BEGIN Data supplied

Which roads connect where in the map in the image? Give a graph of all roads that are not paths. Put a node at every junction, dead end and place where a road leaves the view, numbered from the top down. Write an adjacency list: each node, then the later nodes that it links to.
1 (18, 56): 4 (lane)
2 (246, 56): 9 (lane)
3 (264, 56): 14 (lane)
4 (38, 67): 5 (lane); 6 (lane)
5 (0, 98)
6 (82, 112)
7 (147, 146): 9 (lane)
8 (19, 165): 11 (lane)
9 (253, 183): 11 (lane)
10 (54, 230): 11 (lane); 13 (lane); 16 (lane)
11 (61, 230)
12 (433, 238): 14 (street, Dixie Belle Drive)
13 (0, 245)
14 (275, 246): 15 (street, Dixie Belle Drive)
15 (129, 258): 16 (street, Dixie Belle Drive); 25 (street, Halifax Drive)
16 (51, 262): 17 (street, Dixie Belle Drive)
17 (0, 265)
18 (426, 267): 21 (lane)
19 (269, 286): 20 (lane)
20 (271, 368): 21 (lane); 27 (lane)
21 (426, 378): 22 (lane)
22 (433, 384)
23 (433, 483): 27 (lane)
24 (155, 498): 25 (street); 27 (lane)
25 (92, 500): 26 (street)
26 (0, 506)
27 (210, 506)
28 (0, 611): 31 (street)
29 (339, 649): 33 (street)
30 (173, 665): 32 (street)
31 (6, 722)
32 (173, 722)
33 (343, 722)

END Data supplied

> _Problem details_:
Transcribe the listing above exactly as shown.

> _Written reply_:
Which roads connect where in the map in the image? Give a graph of all roads that are not paths. Put a node at every junction, dead end and place where a road leaves the view, numbered from the top down. Write an adjacency list: each node, then the later nodes that it links to.
1 (18, 56): 4 (lane)
2 (246, 56): 9 (lane)
3 (264, 56): 14 (lane)
4 (38, 67): 5 (lane); 6 (lane)
5 (0, 98)
6 (82, 112)
7 (147, 146): 9 (lane)
8 (19, 165): 11 (lane)
9 (253, 183): 11 (lane)
10 (54, 230): 11 (lane); 13 (lane); 16 (lane)
11 (61, 230)
12 (433, 238): 14 (street, Dixie Belle Drive)
13 (0, 245)
14 (275, 246): 15 (street, Dixie Belle Drive)
15 (129, 258): 16 (street, Dixie Belle Drive); 25 (street, Halifax Drive)
16 (51, 262): 17 (street, Dixie Belle Drive)
17 (0, 265)
18 (426, 267): 21 (lane)
19 (269, 286): 20 (lane)
20 (271, 368): 21 (lane); 27 (lane)
21 (426, 378): 22 (lane)
22 (433, 384)
23 (433, 483): 27 (lane)
24 (155, 498): 25 (street); 27 (lane)
25 (92, 500): 26 (street)
26 (0, 506)
27 (210, 506)
28 (0, 611): 31 (street)
29 (339, 649): 33 (street)
30 (173, 665): 32 (street)
31 (6, 722)
32 (173, 722)
33 (343, 722)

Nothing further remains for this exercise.